Cancer is a frightening diagnosis for patients. Invaded by disease and poisoned by medications, they may allow their life to be defined by prognosis, dosage and illness. They put that life into the hands of healthcare professionals who will try to save the life and the quality of it. An issue that needs to be addressed in the quality of life of cancer is a patient’s sexual health. How will their treatment affect their sexuality and sexual function? In particular, survivors of prostate and breast cancer need directed focus on their sexual health. Will prostate cancer inhibit a patient’s ability to have an erection? Will a survivor of breast cancer feel sexually attractive after her mastectomy? These, and many more questions, will be addressed in a talk by Drs. Michael Herman and Shari Goldfarb.
Dr. Michael Herman completed his BA at Harvard, his MD at the University of Texas Southwestern Medical Center, and his residency at Weill Cornell Medical College, where he went on to become an Instructor in the Department of Urology. During his residency, Dr. Herman won Physician of the Year, New York-Presbyterian Hospital (2008), First place for AUA/Gyrus Prize Essay Contest (2009), and the Distinguished Housestaff Award, New York-Presbyterian Hospital (2010). He is part of the Center for Prostate Cancer at Weill Cornell Medical College, where they focus on treating all aspects of prostate cancer, including diagnosis, active surveillance, surgery, and post-op recovery, including sexual rehabilitation. Dr. Herman continues to publish research and at this time has co-authored 16 peer-reviewed journal articles, three book chapters, and multiple abstracts. His current research interests include comparative effectiveness research within prostate cancer and his research is highly collaborative, working with multiple institutions on population-based research. In addition to his current research activities, Dr. Herman is pursuing a Master’s degree in Clinical Investigation.

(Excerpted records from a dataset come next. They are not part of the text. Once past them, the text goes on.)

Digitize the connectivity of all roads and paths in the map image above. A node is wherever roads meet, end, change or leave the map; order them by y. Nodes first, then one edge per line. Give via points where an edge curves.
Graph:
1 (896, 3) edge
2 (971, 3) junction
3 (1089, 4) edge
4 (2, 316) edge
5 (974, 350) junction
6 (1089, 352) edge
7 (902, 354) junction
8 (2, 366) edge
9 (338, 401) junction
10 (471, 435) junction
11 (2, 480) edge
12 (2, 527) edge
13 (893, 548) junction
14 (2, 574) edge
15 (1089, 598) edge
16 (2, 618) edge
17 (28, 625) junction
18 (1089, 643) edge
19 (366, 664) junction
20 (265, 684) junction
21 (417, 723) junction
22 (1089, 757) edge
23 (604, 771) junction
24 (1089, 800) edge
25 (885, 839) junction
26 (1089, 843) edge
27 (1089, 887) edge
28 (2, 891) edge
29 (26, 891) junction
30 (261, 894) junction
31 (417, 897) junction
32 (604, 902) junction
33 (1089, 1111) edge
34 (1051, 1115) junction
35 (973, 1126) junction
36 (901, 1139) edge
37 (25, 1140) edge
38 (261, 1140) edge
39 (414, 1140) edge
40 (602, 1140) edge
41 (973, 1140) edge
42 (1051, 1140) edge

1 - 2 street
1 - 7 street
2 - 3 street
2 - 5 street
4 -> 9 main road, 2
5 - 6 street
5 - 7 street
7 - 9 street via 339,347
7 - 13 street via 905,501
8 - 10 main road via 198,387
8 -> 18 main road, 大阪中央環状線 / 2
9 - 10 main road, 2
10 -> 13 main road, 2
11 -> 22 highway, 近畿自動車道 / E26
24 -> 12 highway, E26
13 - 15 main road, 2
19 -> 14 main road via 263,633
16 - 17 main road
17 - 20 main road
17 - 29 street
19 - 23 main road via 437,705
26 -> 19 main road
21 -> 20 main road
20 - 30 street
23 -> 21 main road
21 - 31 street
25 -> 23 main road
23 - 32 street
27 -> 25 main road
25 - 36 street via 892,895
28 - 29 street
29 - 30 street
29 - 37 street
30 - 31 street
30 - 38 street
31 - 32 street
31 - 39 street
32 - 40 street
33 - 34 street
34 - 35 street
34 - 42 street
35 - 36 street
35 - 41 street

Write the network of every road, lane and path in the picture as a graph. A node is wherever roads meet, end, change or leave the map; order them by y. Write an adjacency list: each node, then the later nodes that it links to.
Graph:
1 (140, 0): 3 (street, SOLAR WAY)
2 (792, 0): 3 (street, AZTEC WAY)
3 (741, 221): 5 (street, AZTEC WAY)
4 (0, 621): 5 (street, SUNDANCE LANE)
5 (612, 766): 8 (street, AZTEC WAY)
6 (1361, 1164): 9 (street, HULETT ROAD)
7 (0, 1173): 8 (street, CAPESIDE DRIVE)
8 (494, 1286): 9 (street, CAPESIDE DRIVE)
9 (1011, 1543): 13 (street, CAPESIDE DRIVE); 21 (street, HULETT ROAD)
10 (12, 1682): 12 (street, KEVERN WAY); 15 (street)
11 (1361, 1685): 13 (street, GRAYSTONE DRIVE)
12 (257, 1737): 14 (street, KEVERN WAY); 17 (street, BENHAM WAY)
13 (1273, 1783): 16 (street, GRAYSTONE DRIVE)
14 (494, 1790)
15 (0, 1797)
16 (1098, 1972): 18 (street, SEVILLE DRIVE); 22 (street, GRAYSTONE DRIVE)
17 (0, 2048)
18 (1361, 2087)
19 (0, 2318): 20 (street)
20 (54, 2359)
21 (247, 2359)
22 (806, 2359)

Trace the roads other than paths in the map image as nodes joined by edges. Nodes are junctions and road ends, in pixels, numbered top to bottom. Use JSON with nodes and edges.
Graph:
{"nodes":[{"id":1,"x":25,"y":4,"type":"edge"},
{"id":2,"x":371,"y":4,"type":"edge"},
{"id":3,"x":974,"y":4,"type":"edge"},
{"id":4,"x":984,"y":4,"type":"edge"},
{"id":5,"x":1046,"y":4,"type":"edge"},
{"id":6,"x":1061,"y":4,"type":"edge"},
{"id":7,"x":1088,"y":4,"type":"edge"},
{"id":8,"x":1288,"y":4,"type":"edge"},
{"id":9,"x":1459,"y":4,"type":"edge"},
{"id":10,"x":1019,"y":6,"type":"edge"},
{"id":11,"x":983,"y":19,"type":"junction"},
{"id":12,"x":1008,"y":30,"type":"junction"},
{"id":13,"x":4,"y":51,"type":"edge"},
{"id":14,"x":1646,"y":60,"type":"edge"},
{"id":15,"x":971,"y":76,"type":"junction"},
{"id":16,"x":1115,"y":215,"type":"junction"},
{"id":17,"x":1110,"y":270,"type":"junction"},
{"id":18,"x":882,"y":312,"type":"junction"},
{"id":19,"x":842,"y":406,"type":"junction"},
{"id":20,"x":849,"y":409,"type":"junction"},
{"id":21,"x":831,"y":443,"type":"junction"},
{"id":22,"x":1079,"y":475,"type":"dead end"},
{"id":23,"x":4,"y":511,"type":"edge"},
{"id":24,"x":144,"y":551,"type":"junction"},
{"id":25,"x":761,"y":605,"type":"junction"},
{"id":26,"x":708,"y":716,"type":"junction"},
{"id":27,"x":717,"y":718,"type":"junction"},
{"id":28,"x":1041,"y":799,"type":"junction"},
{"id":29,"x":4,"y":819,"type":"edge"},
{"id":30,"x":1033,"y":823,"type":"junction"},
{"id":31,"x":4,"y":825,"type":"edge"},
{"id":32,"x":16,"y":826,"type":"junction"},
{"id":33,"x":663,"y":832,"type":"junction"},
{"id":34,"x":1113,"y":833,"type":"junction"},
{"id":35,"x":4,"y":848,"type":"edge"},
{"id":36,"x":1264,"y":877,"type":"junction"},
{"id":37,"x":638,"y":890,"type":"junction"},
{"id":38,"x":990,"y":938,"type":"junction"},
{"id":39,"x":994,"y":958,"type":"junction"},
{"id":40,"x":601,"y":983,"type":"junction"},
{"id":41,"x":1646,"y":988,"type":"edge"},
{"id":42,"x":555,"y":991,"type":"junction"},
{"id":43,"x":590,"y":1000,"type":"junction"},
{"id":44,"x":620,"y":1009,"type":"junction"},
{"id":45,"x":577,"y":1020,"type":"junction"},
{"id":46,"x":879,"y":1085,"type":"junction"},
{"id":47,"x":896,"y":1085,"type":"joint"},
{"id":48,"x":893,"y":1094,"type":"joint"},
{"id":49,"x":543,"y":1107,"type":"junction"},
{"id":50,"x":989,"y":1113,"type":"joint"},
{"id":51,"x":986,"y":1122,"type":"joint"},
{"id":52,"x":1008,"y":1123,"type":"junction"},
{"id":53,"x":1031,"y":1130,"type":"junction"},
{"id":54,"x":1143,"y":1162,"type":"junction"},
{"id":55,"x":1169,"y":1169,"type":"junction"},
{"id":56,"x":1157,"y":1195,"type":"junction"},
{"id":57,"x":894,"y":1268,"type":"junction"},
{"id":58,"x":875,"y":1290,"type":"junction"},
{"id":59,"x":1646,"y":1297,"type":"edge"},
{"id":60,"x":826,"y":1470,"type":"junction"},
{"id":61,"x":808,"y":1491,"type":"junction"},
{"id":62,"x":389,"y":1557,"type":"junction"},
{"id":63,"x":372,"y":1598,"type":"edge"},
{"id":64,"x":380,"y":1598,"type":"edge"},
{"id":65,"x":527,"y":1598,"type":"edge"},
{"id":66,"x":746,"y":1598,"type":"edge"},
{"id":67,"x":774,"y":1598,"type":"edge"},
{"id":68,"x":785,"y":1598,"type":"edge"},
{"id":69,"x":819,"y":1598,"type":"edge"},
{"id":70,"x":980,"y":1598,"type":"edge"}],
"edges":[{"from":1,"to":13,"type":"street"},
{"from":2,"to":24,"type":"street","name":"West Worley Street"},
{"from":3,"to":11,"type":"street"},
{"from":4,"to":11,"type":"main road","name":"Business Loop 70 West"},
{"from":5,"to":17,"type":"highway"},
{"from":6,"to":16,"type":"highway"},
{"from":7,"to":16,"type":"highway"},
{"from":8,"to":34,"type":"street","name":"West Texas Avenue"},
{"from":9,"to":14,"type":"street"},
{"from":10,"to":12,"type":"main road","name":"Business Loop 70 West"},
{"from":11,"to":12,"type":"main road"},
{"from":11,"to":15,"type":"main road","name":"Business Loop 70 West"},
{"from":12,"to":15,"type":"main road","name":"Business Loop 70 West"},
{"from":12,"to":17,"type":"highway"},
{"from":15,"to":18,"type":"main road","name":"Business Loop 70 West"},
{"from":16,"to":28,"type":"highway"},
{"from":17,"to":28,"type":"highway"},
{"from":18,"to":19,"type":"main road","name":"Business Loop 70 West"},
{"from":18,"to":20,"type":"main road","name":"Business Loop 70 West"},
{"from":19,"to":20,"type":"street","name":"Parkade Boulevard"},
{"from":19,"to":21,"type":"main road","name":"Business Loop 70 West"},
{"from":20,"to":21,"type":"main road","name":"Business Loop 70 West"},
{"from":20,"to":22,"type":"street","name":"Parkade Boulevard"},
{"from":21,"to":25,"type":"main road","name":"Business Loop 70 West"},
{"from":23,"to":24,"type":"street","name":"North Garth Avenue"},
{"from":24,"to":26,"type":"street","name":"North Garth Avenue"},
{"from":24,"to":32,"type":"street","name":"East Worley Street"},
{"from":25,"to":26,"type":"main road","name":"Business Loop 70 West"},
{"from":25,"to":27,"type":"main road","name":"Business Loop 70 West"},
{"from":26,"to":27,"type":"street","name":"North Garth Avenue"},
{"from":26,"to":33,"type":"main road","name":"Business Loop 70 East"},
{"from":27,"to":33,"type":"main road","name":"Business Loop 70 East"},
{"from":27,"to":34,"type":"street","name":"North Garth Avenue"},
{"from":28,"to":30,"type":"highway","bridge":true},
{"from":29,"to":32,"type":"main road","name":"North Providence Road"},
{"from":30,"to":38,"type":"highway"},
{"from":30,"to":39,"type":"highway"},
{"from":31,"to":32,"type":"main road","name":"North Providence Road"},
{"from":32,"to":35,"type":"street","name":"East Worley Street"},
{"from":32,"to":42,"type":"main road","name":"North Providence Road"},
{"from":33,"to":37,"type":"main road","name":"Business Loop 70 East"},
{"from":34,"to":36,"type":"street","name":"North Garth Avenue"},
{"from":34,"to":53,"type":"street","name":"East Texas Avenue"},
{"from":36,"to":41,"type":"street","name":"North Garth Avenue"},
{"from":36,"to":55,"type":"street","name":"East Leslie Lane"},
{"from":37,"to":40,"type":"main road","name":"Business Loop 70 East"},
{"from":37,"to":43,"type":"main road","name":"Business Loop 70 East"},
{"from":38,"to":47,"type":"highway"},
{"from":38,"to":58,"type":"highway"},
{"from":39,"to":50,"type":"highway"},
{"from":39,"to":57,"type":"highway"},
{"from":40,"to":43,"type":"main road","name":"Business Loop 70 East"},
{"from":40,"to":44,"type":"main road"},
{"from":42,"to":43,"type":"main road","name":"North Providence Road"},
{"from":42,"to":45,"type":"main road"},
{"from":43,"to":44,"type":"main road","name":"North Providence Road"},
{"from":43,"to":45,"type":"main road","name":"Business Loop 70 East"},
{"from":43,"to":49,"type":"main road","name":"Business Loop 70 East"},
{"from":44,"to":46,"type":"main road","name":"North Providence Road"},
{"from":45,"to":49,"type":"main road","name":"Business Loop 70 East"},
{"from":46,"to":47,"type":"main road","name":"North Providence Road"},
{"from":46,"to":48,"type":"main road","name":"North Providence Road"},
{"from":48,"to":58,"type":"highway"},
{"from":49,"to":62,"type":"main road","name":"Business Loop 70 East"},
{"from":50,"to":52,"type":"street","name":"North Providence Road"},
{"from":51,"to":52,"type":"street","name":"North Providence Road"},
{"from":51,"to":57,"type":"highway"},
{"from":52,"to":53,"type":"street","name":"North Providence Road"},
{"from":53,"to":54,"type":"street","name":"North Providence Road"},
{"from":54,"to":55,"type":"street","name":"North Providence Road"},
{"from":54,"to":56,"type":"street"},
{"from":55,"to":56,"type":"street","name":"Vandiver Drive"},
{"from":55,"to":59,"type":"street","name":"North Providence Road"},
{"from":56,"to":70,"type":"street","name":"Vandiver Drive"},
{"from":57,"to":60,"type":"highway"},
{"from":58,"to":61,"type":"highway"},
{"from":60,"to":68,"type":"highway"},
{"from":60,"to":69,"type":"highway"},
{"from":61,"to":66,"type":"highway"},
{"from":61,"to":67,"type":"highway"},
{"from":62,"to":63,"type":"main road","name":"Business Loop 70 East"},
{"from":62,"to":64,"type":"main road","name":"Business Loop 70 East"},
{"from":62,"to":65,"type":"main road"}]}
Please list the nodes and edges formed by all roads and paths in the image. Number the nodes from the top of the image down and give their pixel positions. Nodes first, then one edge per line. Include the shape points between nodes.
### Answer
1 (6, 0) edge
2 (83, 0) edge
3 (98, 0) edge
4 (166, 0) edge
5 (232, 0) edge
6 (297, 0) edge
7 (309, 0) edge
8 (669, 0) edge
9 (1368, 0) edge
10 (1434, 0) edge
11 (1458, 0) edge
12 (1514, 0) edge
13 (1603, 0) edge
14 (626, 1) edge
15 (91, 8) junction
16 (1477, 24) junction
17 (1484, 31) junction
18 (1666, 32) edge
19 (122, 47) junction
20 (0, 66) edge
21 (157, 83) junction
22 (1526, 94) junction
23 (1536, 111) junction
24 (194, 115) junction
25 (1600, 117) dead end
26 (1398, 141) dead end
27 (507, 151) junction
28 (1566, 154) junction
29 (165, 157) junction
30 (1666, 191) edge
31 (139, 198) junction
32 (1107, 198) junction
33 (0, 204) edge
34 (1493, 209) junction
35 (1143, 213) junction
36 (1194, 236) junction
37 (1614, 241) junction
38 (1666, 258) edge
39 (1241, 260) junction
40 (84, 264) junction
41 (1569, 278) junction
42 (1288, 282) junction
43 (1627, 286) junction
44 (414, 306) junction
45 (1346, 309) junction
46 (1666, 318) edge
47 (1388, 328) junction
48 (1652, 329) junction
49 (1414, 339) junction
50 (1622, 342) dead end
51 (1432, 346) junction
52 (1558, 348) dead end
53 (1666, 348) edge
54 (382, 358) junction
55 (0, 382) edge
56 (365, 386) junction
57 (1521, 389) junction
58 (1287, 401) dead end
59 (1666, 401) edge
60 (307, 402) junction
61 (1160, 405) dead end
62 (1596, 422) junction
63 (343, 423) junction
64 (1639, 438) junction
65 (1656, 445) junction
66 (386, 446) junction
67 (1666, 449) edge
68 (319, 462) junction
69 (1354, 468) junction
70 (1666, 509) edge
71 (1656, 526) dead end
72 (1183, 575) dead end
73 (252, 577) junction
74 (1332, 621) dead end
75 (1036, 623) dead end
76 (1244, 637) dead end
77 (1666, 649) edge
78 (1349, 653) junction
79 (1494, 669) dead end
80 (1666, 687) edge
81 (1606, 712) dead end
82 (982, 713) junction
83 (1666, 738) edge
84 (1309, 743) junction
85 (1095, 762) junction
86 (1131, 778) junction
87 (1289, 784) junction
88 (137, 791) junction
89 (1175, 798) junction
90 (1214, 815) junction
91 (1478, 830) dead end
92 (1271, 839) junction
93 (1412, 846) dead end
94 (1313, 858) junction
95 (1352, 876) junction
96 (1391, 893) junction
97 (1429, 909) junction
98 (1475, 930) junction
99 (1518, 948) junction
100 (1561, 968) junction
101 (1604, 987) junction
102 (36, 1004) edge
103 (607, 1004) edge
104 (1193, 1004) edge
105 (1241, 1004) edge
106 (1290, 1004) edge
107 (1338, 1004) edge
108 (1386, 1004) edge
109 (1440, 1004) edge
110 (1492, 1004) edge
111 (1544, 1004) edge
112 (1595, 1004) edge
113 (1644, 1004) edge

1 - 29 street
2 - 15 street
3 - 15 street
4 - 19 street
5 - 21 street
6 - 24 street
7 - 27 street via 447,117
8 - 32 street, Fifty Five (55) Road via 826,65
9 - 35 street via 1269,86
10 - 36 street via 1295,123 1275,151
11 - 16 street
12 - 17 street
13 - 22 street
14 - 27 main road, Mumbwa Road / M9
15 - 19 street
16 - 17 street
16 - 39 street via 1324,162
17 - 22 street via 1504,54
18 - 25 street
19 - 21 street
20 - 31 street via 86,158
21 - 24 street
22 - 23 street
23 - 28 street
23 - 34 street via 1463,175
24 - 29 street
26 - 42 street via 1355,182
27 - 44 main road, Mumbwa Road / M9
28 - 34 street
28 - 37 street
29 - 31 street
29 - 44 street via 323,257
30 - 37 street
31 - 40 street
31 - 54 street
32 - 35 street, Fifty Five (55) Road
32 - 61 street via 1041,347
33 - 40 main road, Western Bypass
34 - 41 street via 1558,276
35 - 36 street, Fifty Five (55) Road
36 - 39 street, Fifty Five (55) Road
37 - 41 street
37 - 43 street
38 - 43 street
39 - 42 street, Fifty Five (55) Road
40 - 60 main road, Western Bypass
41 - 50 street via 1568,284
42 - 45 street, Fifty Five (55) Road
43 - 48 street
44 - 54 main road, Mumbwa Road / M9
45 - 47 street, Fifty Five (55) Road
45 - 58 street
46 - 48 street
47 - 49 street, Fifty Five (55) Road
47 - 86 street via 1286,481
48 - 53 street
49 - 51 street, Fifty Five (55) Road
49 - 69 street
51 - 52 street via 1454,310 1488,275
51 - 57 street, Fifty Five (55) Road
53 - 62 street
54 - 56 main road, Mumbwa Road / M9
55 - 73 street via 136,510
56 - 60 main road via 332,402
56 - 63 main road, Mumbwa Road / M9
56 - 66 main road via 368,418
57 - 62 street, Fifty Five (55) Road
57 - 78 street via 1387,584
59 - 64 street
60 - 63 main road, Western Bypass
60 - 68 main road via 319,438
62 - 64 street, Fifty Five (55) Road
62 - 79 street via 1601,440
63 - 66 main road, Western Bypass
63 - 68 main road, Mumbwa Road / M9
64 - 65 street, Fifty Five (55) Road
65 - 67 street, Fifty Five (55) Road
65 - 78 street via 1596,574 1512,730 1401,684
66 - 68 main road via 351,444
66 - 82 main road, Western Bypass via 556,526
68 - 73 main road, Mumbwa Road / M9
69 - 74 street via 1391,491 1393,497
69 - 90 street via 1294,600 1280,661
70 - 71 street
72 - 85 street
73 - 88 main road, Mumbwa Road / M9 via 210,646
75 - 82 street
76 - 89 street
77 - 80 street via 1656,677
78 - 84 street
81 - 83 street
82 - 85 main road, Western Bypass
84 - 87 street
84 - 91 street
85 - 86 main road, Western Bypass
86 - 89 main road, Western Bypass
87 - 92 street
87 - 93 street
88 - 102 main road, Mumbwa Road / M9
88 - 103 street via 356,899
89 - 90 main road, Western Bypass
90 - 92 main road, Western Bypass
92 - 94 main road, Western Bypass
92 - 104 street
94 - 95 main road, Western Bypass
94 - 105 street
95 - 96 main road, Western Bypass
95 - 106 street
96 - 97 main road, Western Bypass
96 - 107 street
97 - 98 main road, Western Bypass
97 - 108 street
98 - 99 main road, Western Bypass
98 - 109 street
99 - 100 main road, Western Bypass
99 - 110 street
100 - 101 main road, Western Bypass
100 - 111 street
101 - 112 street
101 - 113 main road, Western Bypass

Dr. Shari Goldfarb is a medical oncologist at the Memorial Sloan-Kettering Cancer Center. Her clinical work focuses on women with breast cancer. Her research focuses on characterizing and improving the negative effects of cancer therapy on sexual health and fertility in cancer survivors. She is currently developing methods to better identify and understand symptoms affecting cancer patients and their overall quality of life. Her research involves the assessment of biomarkers of ovarian reserve, development of novel therapeutic interventions, and development of instruments to better measure sexual health. She has presented her work at national and international conferences including the American Society of Clinical Oncology, the San Antonio Breast Cancer Symposium, the Multinational Association of Supportive Care in Cancer, and the American Society of Clinical Oncology Breast Cancer Symposium. Her research is funded by a grant from the Susan G. Komen Breast Cancer Foundation.